• **Assignment**
In the data, extract each line that holds the string "main".
[Dataset records Boundary: Start]
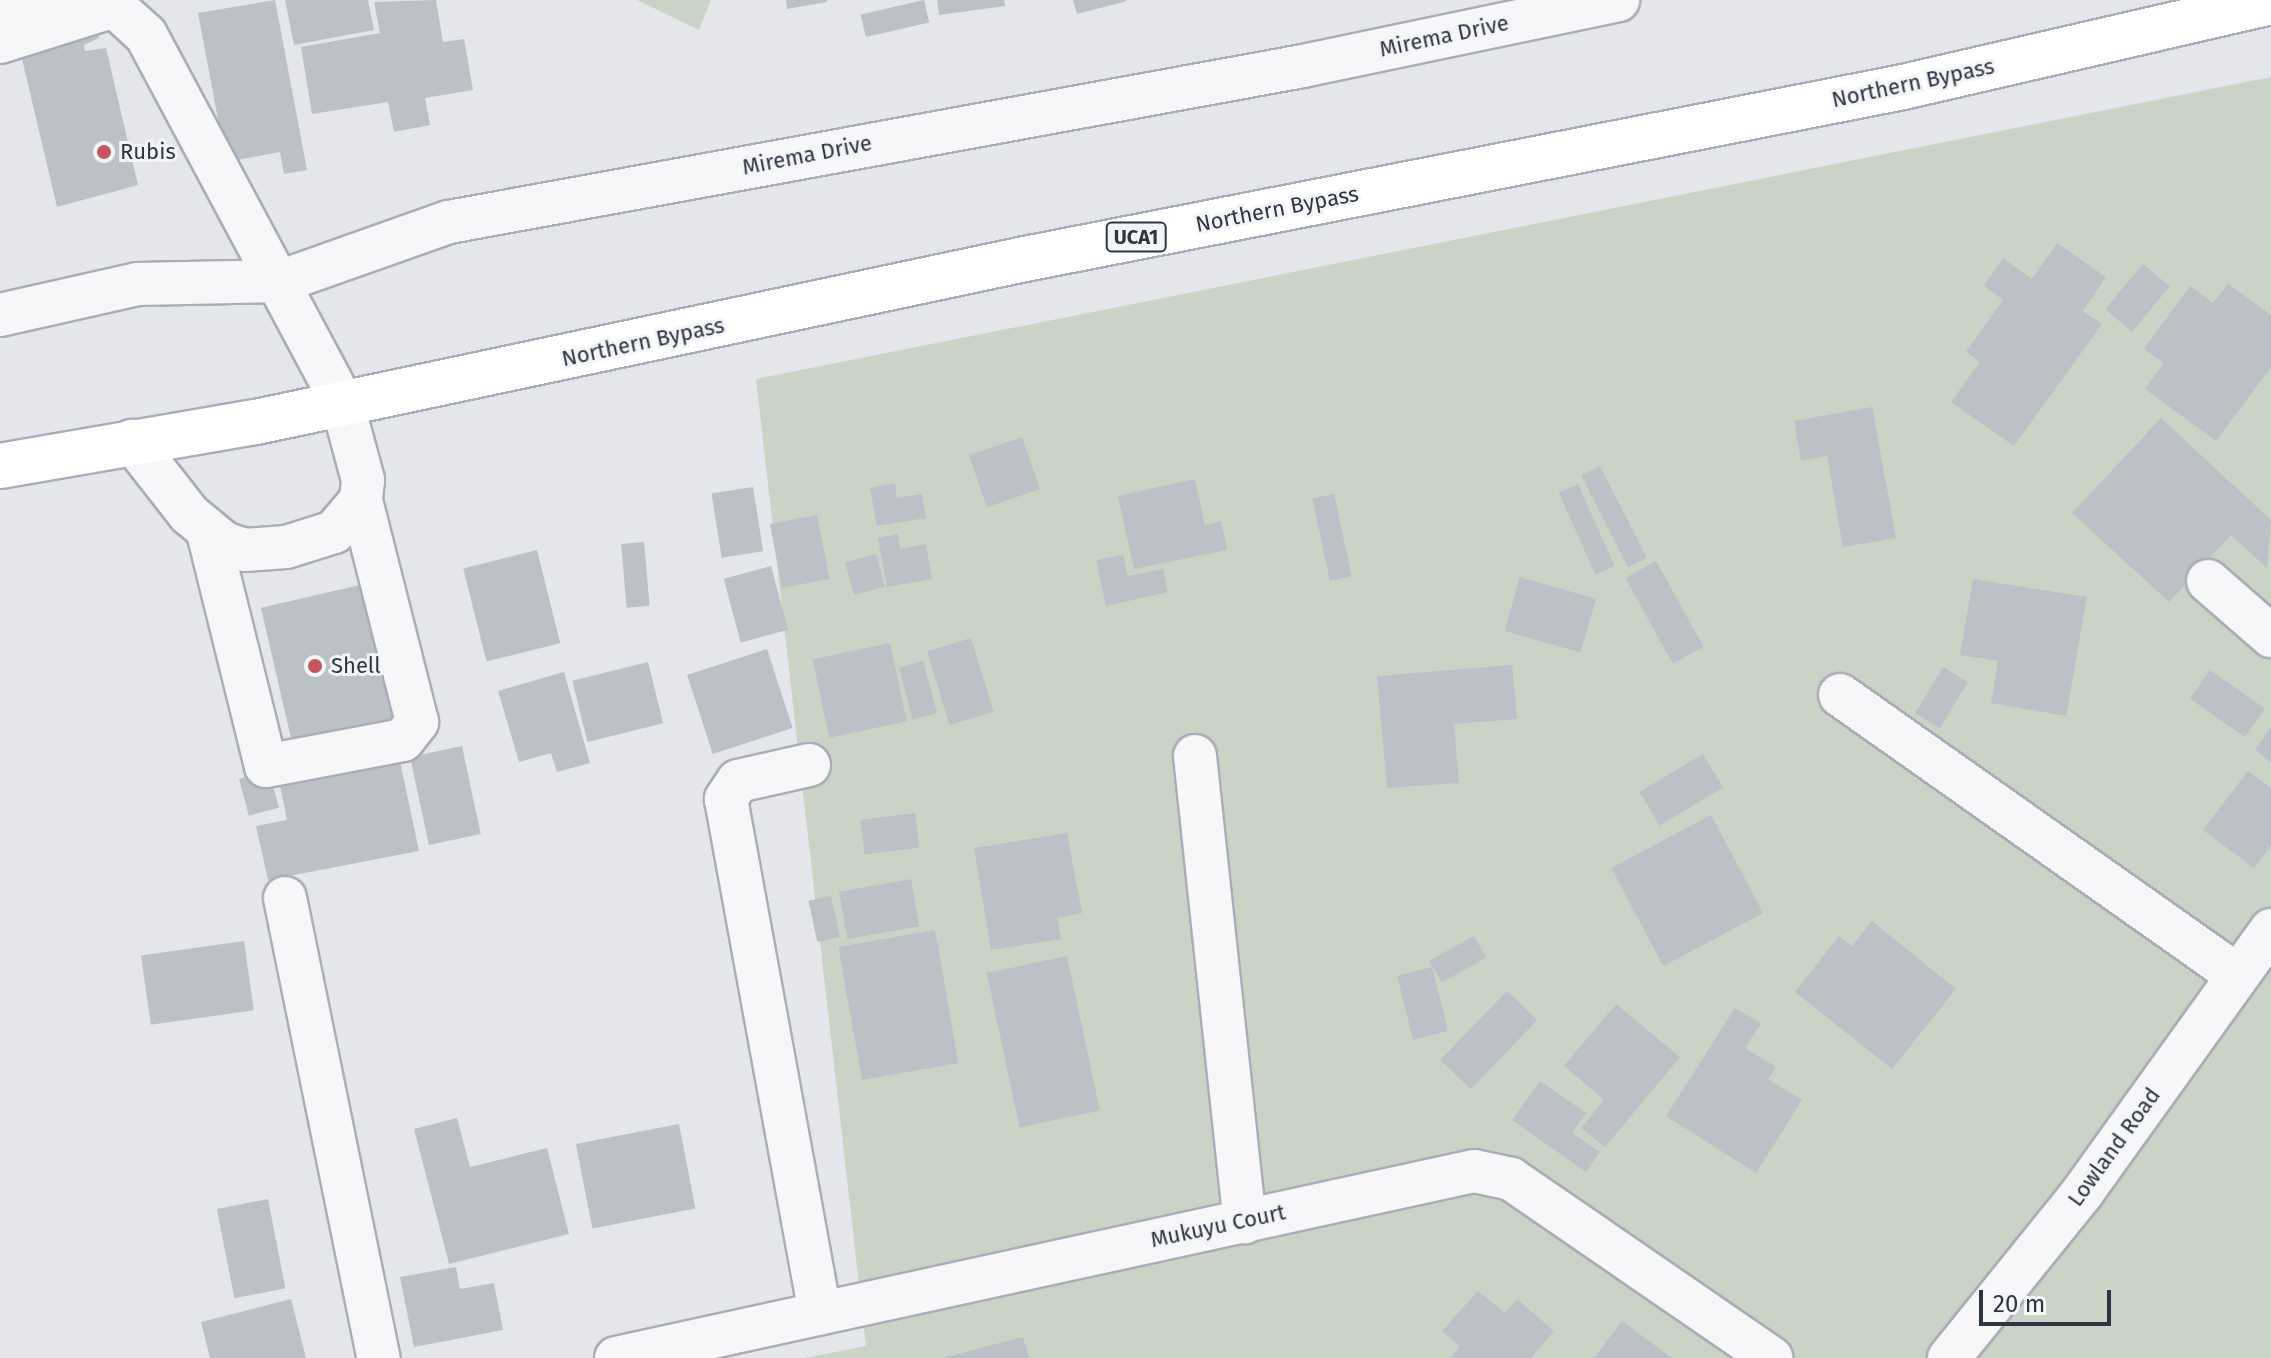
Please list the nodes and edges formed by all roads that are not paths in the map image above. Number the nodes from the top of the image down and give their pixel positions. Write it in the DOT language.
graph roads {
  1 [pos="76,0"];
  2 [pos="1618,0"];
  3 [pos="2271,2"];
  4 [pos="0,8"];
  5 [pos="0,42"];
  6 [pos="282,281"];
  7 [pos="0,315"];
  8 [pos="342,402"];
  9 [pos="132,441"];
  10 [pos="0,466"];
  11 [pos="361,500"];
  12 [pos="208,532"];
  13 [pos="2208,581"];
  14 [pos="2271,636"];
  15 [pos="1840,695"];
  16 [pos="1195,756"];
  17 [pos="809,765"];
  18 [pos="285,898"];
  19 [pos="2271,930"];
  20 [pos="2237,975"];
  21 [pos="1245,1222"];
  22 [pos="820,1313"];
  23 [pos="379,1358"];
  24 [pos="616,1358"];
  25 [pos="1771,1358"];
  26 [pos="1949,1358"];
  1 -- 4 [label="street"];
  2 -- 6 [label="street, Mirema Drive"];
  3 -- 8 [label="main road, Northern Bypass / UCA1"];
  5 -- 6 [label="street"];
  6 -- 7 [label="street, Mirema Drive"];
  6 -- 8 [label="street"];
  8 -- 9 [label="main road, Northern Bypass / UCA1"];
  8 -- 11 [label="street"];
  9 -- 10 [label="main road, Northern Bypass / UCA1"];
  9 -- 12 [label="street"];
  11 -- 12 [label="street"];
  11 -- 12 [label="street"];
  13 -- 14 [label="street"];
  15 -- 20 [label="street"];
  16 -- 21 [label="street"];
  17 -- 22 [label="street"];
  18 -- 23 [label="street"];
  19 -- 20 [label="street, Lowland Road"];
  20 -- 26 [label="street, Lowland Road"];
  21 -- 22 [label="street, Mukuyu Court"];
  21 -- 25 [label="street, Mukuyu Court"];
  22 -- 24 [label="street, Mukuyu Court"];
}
[Dataset records Boundary: End]
• **Written answer**
  3 -- 8 [label="main road, Northern Bypass / UCA1"];
  8 -- 9 [label="main road, Northern Bypass / UCA1"];
  9 -- 10 [label="main road, Northern Bypass / UCA1"];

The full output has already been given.